Gadis menaruh secangkir kopi untuk Kania di atas meja bar, kemudian keduanya duduk di sana.
“Sialan, gabut banget dong gue ke sini?” Celetuk Kania. “Gue pikir bakal berantakan gila, hadeeuh.”
Gadis terkekeh pelan setelah menyeruput kopinya. “Nggak dong, gue belum bilang ya, kalo ini emang apartemen nyokap gue yang dulu sempet disewain dan sekarang gue tempatin deh. Kalo gue beli baru ya mending deket lo aja gak sih?”
Kania mengangguk. “Gue lupa soal itu jujur. Tapi, iya juga ya? Kalo gitu lo minggu depan yang harus bantu gue bebenah ya, gue belum sempet lagi duuh pusing banget.”

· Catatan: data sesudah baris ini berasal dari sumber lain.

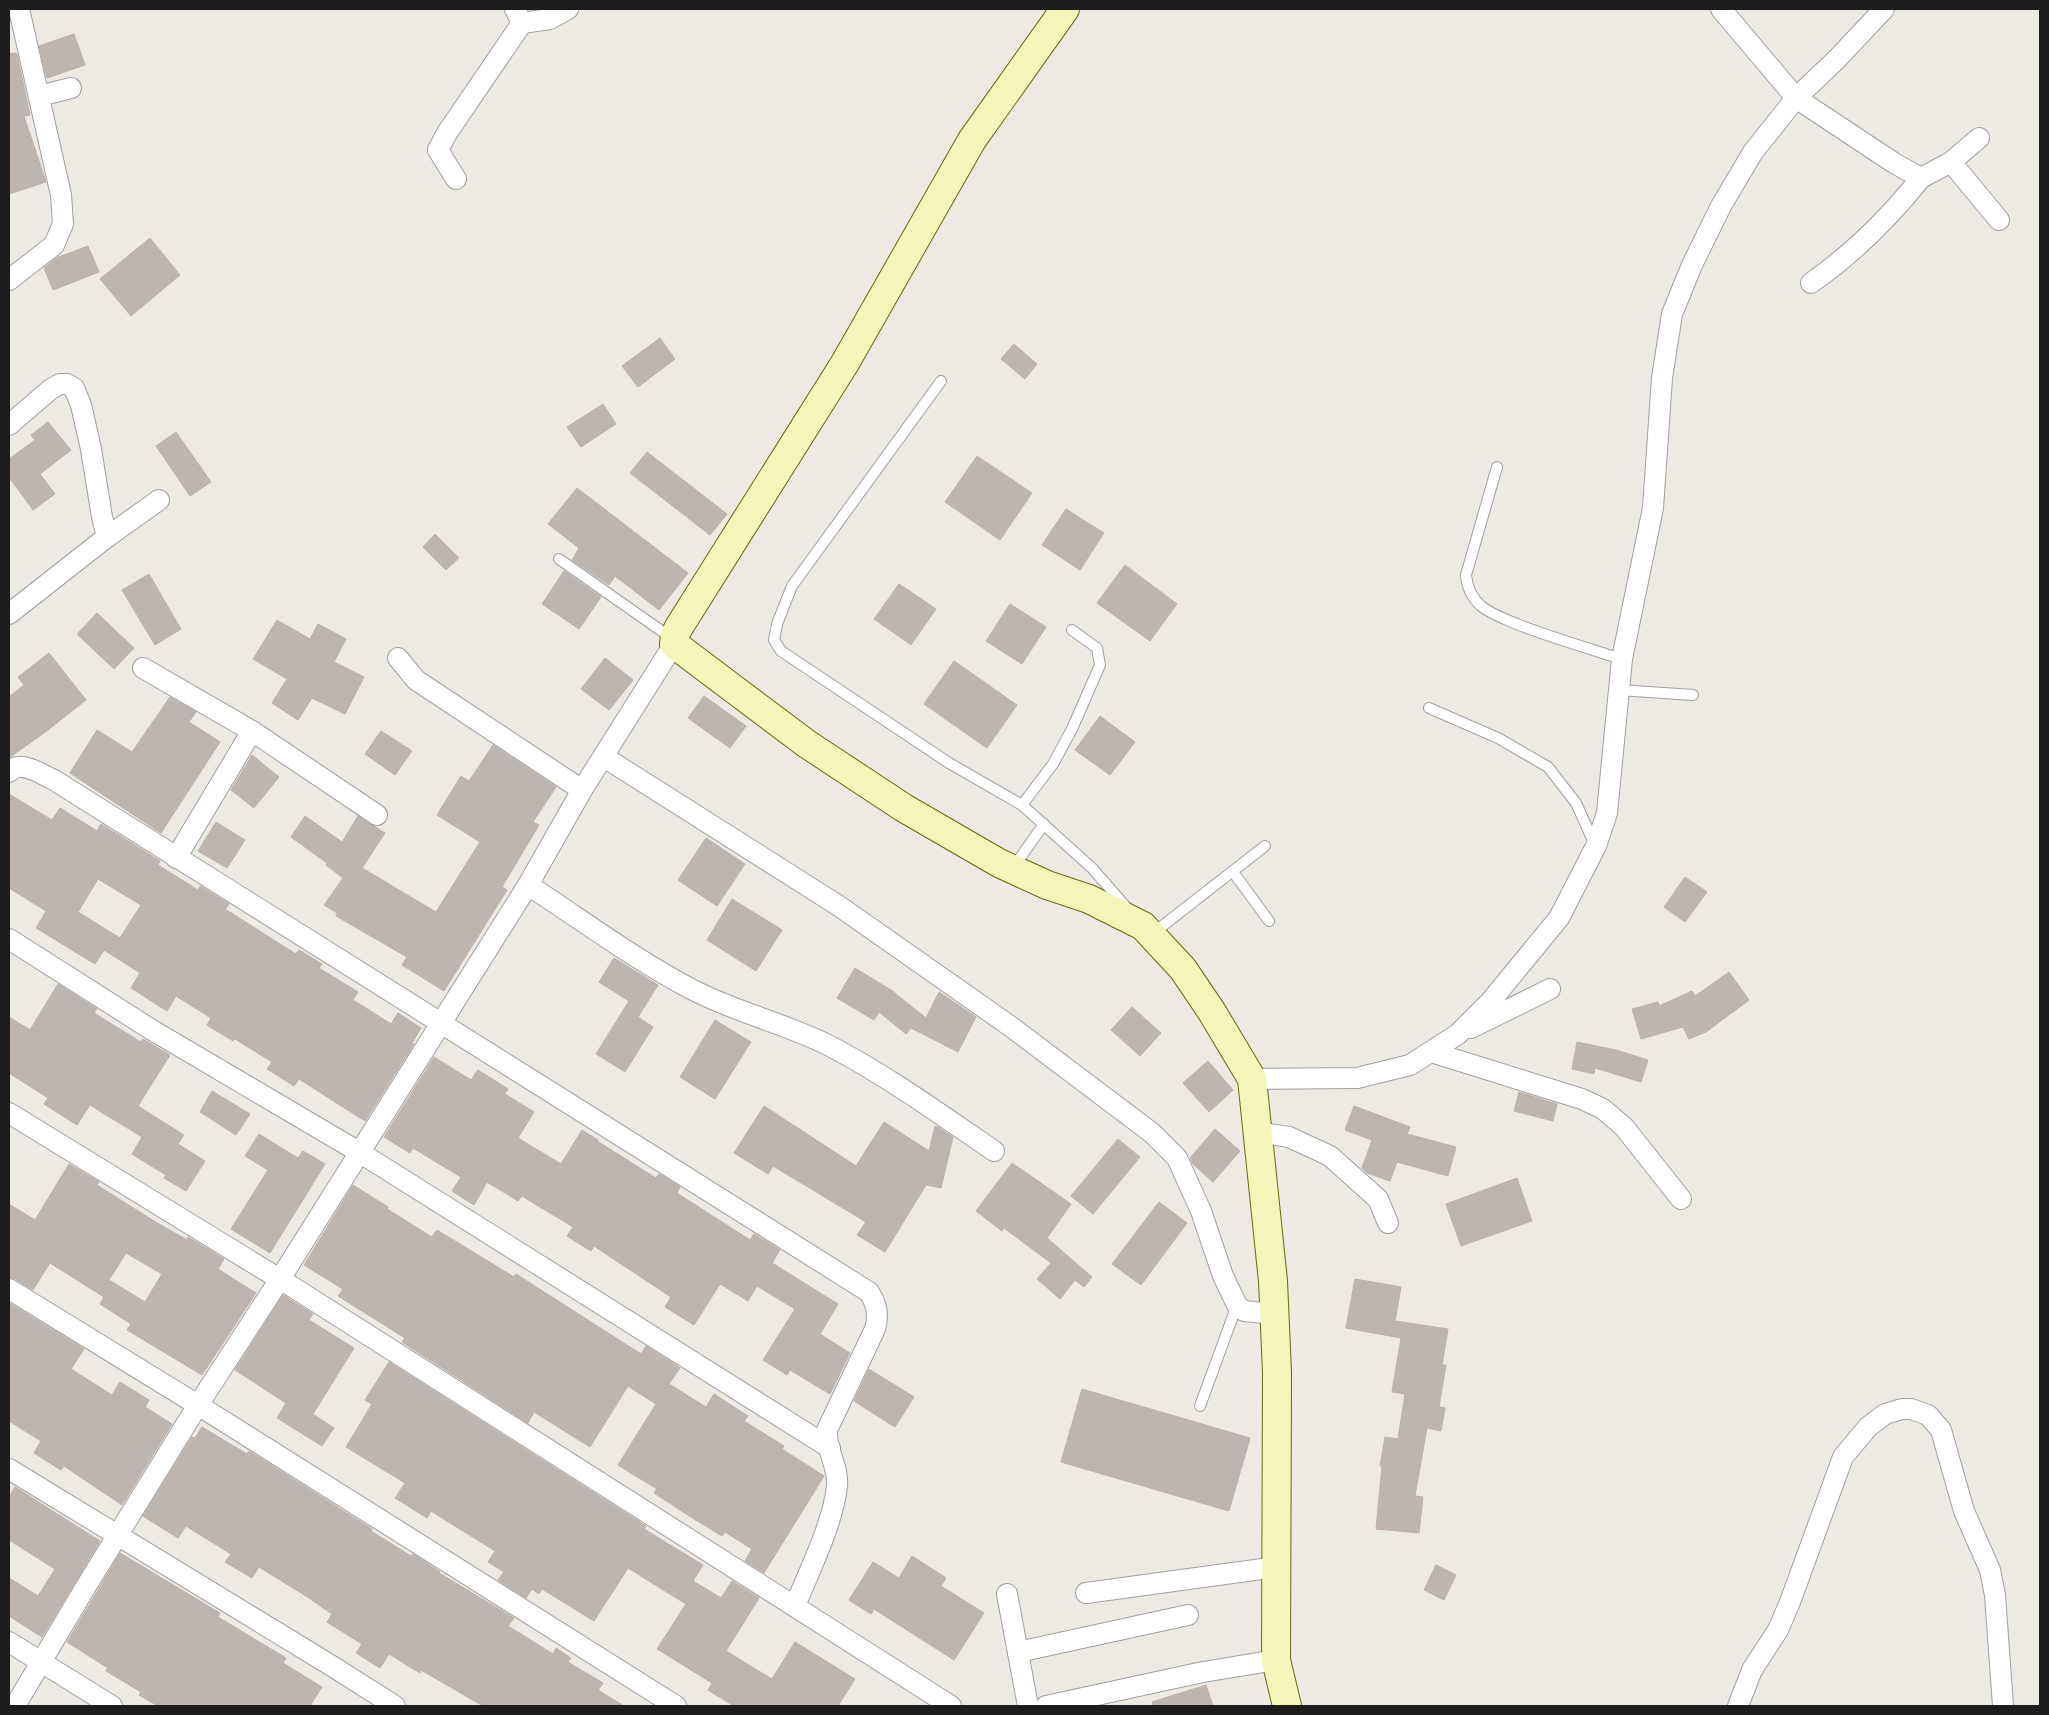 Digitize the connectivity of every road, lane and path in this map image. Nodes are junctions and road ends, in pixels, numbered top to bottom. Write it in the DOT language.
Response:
graph roads {
  1 [pos="19,9"];
  2 [pos="568,9"];
  3 [pos="1065,9"];
  4 [pos="1721,9"];
  5 [pos="1884,9"];
  6 [pos="518,16"];
  7 [pos="71,88"];
  8 [pos="40,96"];
  9 [pos="1796,98"];
  10 [pos="1979,138"];
  11 [pos="1951,162"];
  12 [pos="1921,178"];
  13 [pos="456,179"];
  14 [pos="1999,220"];
  15 [pos="9,280"];
  16 [pos="1811,283"];
  17 [pos="941,381"];
  18 [pos="9,425"];
  19 [pos="1497,467"];
  20 [pos="160,500"];
  21 [pos="107,537"];
  22 [pos="559,559"];
  23 [pos="9,614"];
  24 [pos="1072,630"];
  25 [pos="674,642"];
  26 [pos="398,658"];
  27 [pos="1622,658"];
  28 [pos="143,668"];
  29 [pos="1618,690"];
  30 [pos="1693,695"];
  31 [pos="1429,708"];
  32 [pos="252,731"];
  33 [pos="604,757"];
  34 [pos="9,772"];
  35 [pos="582,790"];
  36 [pos="1022,805"];
  37 [pos="377,815"];
  38 [pos="1044,824"];
  39 [pos="1265,846"];
  40 [pos="1596,846"];
  41 [pos="176,858"];
  42 [pos="1012,869"];
  43 [pos="1233,872"];
  44 [pos="528,885"];
  45 [pos="1269,921"];
  46 [pos="1147,930"];
  47 [pos="9,939"];
  48 [pos="1550,990"];
  49 [pos="441,1023"];
  50 [pos="1458,1034"];
  51 [pos="1431,1052"];
  52 [pos="1252,1079"];
  53 [pos="9,1113"];
  54 [pos="1257,1132"];
  55 [pos="994,1151"];
  56 [pos="359,1152"];
  57 [pos="1681,1199"];
  58 [pos="1388,1223"];
  59 [pos="280,1279"];
  60 [pos="9,1289"];
  61 [pos="1237,1305"];
  62 [pos="1274,1314"];
  63 [pos="198,1405"];
  64 [pos="1200,1406"];
  65 [pos="830,1448"];
  66 [pos="9,1469"];
  67 [pos="118,1536"];
  68 [pos="1277,1567"];
  69 [pos="1086,1593"];
  70 [pos="1007,1594"];
  71 [pos="794,1606"];
  72 [pos="1188,1615"];
  73 [pos="9,1642"];
  74 [pos="1018,1652"];
  75 [pos="1276,1660"];
  76 [pos="41,1662"];
  77 [pos="15,1706"];
  78 [pos="112,1706"];
  79 [pos="395,1706"];
  80 [pos="676,1706"];
  81 [pos="951,1706"];
  82 [pos="1028,1706"];
  83 [pos="1046,1706"];
  84 [pos="1287,1706"];
  85 [pos="1738,1706"];
  86 [pos="2003,1706"];
  1 -- 8 [label="street"];
  2 -- 6 [label="street"];
  3 -- 25 [label="street"];
  4 -- 9 [label="street"];
  5 -- 9 [label="street"];
  6 -- 13 [label="street"];
  7 -- 8 [label="street"];
  8 -- 15 [label="street"];
  9 -- 12 [label="street"];
  9 -- 27 [label="street"];
  10 -- 11 [label="street"];
  11 -- 12 [label="street"];
  11 -- 14 [label="street"];
  12 -- 16 [label="street"];
  17 -- 36 [label="lane"];
  18 -- 21 [label="street"];
  19 -- 27 [label="lane"];
  20 -- 21 [label="street"];
  21 -- 23 [label="street"];
  22 -- 25 [label="lane"];
  24 -- 36 [label="lane"];
  25 -- 33 [label="street"];
  25 -- 42 [label="street"];
  26 -- 35 [label="street"];
  27 -- 29 [label="street"];
  28 -- 32 [label="street"];
  29 -- 30 [label="lane"];
  29 -- 40 [label="street"];
  31 -- 40 [label="lane"];
  32 -- 37 [label="street"];
  32 -- 41 [label="street"];
  33 -- 35 [label="street"];
  33 -- 61 [label="street"];
  34 -- 41 [label="street"];
  35 -- 44 [label="street"];
  36 -- 38 [label="lane"];
  38 -- 42 [label="lane"];
  38 -- 46 [label="lane"];
  39 -- 43 [label="lane"];
  40 -- 50 [label="street"];
  41 -- 49 [label="street"];
  42 -- 46 [label="street"];
  43 -- 45 [label="lane"];
  43 -- 46 [label="lane"];
  44 -- 49 [label="street"];
  44 -- 55 [label="street"];
  46 -- 52 [label="street"];
  47 -- 56 [label="street"];
  48 -- 50 [label="street"];
  49 -- 56 [label="street"];
  49 -- 65 [label="street"];
  50 -- 51 [label="street"];
  51 -- 52 [label="street"];
  51 -- 57 [label="street"];
  52 -- 54 [label="street"];
  53 -- 59 [label="street"];
  54 -- 58 [label="street"];
  54 -- 62 [label="street"];
  56 -- 59 [label="street"];
  56 -- 65 [label="street"];
  59 -- 63 [label="street"];
  59 -- 71 [label="street"];
  60 -- 63 [label="street"];
  61 -- 62 [label="street"];
  61 -- 64 [label="lane"];
  62 -- 68 [label="street"];
  63 -- 67 [label="street"];
  63 -- 80 [label="street"];
  65 -- 71 [label="street"];
  66 -- 67 [label="street"];
  67 -- 76 [label="street"];
  67 -- 79 [label="street"];
  68 -- 69 [label="street"];
  68 -- 75 [label="street"];
  70 -- 74 [label="street"];
  71 -- 81 [label="street"];
  72 -- 74 [label="street"];
  73 -- 76 [label="street"];
  74 -- 82 [label="street"];
  75 -- 83 [label="street"];
  75 -- 84 [label="street"];
  76 -- 77 [label="street"];
  76 -- 78 [label="street"];
  85 -- 86 [label="street"];
}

“Iya deh iya yang sibuk banget.” Ledek Gadis.
“Capek gila woy.”
“Ya udah nikmatin aja, tapi jangan dibawa stress, enjoy aja diusahain. Masih untung lo punya pekerjaan 'kan?”

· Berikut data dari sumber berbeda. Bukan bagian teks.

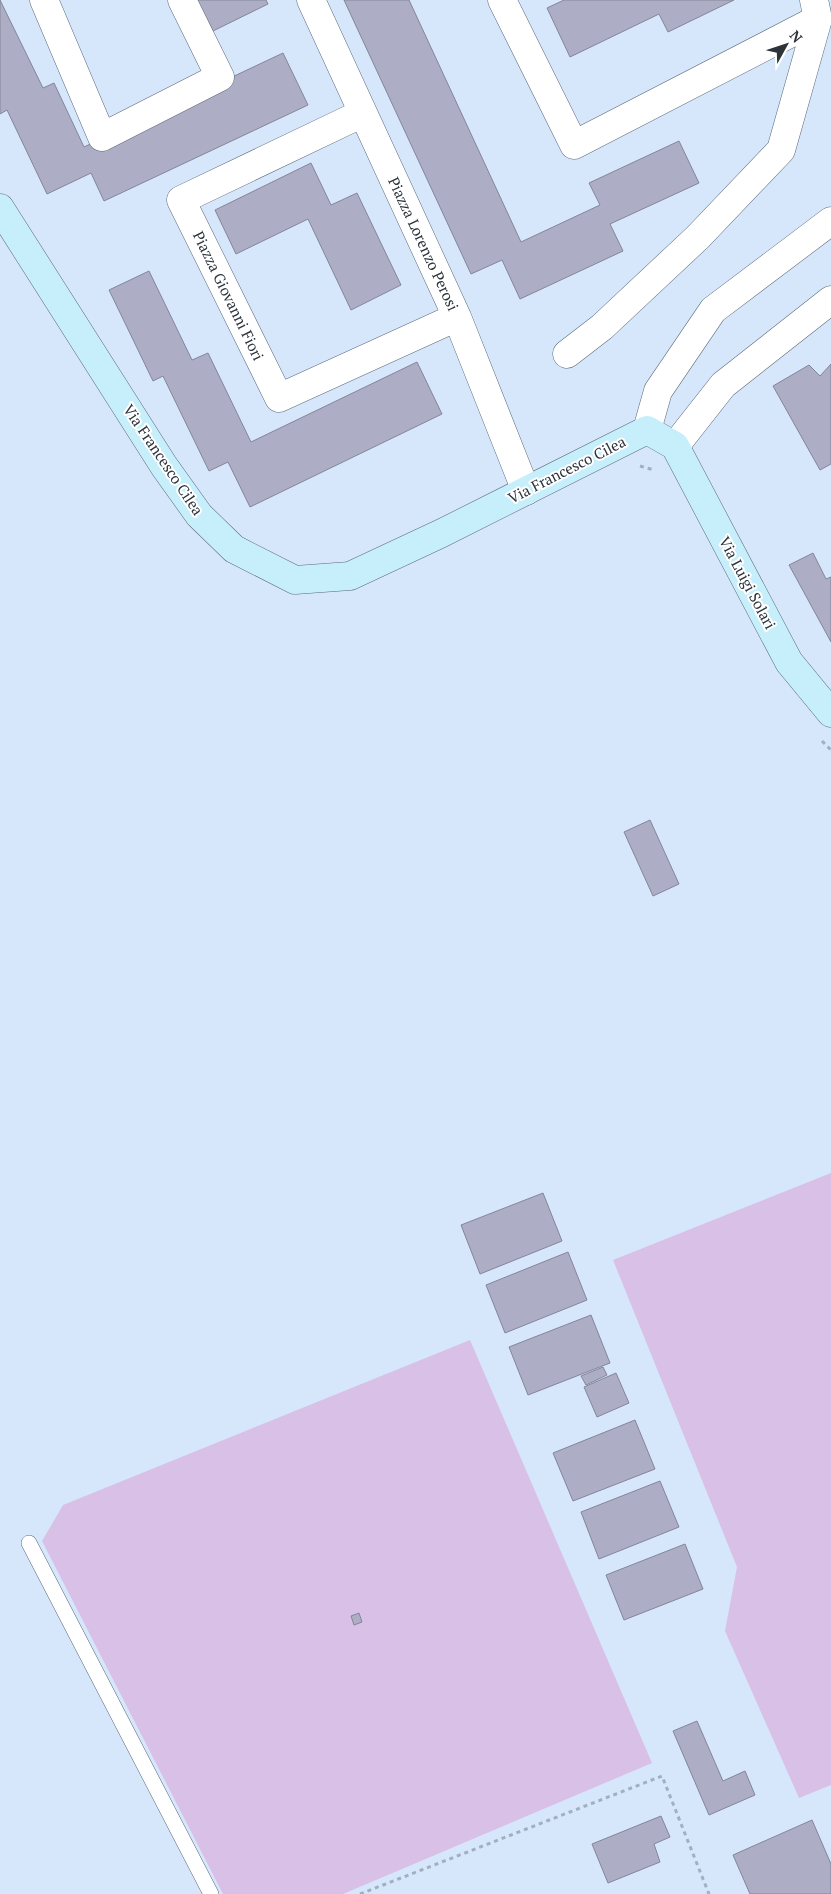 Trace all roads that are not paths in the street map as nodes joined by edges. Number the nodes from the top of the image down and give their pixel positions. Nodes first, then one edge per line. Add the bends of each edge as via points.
1 (44, 0) edge
2 (182, 0) edge
3 (311, 0) edge
4 (502, 0) edge
5 (816, 10) edge
6 (363, 113) junction
7 (0, 208) edge
8 (831, 221) edge
9 (831, 300) edge
10 (457, 317) junction
11 (567, 354) dead end
12 (648, 430) junction
13 (675, 446) junction
14 (526, 491) junction
15 (831, 713) edge
16 (29, 1543) dead end
17 (211, 1894) edge

1 - 2 street via 102,137 220,77
3 - 6 street, Piazza Lorenzo Perosi
4 - 5 street via 574,145
5 - 11 street via 781,150 698,237 602,327
6 - 10 street, Piazza Lorenzo Perosi
6 - 10 street, Piazza Giovanni Fiori via 181,200 279,398
7 - 14 main road, Via Francesco Cilea via 164,466 199,515 234,549 295,580 350,576
8 - 12 street via 713,310 658,391
9 - 13 street via 723,385
10 - 14 street, Piazza Lorenzo Perosi
12 - 13 main road
12 - 14 main road, Via Francesco Cilea
13 - 15 main road, Via Luigi Solari via 789,662
16 - 17 lane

Kania pun mengangguk kemudian menyeruput kopinya lagi.
“Oh ya, gimana soal bisnis lo di sini?”
“Nanti gue cerita deh, jangan sekarang, biarin gue adaptasi dulu sama suasana baru ini okay?” Gadis tersenyum meringis.
“Ah, okay, it's not that deep, basa basi aja kok gue.”
“Najis lo,” Gadis terkekeh. “So are you busy tomorrow?”
“Sayangnya iya, gue banyak kerjaan yang di-pending besok karena gue cuti hari ini 'kan...” “Yaah, padahal gue pengen minta lo temenin keliling dan jalan-jalan besok.”
“Kenapa gak sekarang? Gue niatnya tadi emang mau bantuin lo seharian, tapi setelah melihat nggak ada yang gak beres lagi selain elo ya ya udah aman aja kita cabut sekarang.” Ucap Kania dengan kekehan di akhir kalimatnya.
“Sialan, tapi lo serius sekarang banget? Lo gak capek ya gila?”
“Santai, nggak kok.”
“Okay, let's gooo! Habisin dulu deh ya ini gue udah capek-capek buatnya.”
Kania tertawa kecil. “Iya, Nyonya.”
Sederhana, Kania benar-benar begitu pengertian. Salah satu orang yang tidak akan Gadis temukan di mana pun, sahabatnya yang satu ini, Kania Prameswari. Dia rela meluangkan waktunya di tengah kesibukannya untuk sahabatnya.